TASK DESCRIPTION: Copy out each line of the listing below in which the string "Left" occurs.

RECORDS FOR THE TASK:

---

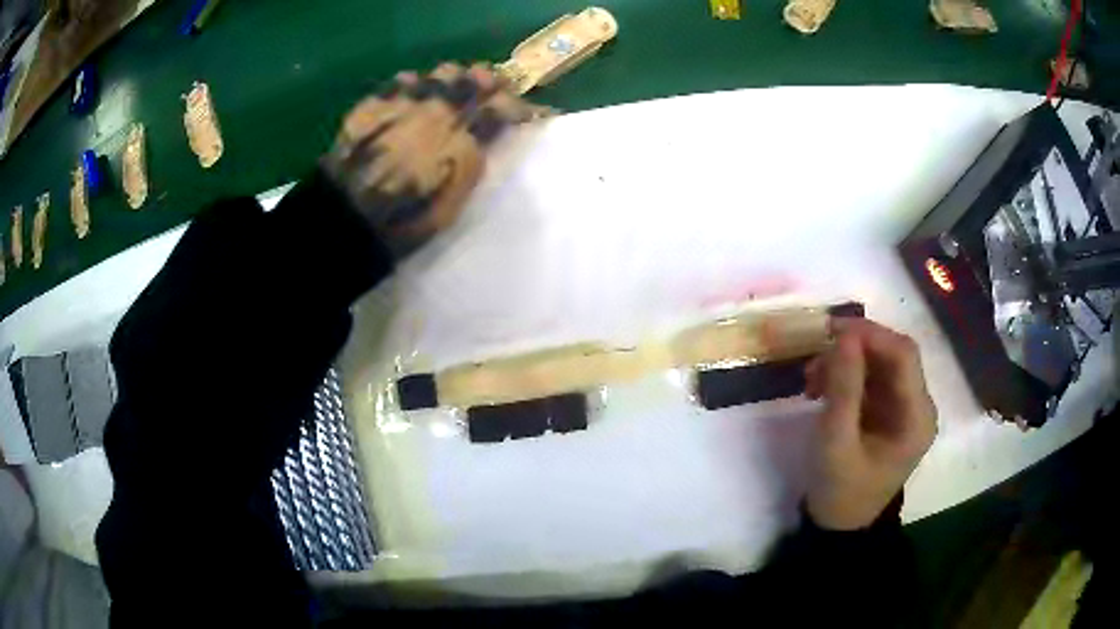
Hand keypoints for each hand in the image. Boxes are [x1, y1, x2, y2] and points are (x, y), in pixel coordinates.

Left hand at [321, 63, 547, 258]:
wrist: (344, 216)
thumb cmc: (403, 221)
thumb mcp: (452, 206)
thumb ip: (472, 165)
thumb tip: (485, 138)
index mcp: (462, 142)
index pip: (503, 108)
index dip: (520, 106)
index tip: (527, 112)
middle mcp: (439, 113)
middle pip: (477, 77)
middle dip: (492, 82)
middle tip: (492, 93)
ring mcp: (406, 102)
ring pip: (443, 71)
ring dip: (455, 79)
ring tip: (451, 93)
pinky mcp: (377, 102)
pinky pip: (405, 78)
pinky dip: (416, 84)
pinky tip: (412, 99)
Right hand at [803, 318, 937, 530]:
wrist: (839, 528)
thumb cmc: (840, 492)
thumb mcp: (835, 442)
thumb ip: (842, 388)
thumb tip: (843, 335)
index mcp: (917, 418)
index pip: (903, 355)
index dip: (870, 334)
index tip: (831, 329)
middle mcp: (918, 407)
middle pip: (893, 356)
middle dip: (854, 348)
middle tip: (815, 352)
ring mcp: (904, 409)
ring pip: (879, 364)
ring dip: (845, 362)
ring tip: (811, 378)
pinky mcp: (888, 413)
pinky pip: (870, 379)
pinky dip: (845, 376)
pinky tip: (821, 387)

---

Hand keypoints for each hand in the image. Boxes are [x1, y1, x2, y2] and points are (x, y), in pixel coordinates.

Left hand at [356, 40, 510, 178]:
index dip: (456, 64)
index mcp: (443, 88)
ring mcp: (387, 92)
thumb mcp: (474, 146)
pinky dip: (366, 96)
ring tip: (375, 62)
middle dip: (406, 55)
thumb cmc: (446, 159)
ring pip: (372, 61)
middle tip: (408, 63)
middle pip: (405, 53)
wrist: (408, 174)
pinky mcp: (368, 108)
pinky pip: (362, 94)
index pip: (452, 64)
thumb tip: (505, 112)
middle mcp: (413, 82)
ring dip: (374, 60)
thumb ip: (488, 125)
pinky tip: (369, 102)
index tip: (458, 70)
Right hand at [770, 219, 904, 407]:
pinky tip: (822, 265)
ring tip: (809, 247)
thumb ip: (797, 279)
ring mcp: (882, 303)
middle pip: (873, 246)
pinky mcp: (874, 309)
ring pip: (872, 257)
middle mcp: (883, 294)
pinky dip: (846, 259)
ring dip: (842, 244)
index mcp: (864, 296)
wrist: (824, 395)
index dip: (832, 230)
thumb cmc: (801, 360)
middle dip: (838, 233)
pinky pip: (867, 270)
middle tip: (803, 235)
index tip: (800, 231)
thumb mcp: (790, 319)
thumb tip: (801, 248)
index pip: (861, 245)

---

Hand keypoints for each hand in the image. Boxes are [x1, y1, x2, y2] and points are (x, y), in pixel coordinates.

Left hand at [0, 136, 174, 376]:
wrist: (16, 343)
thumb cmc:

---

EXERCISE ANSWER:
Left hand at [321, 63, 547, 258]:
Left hand at [356, 40, 510, 178]:
Left hand at [0, 136, 174, 376]:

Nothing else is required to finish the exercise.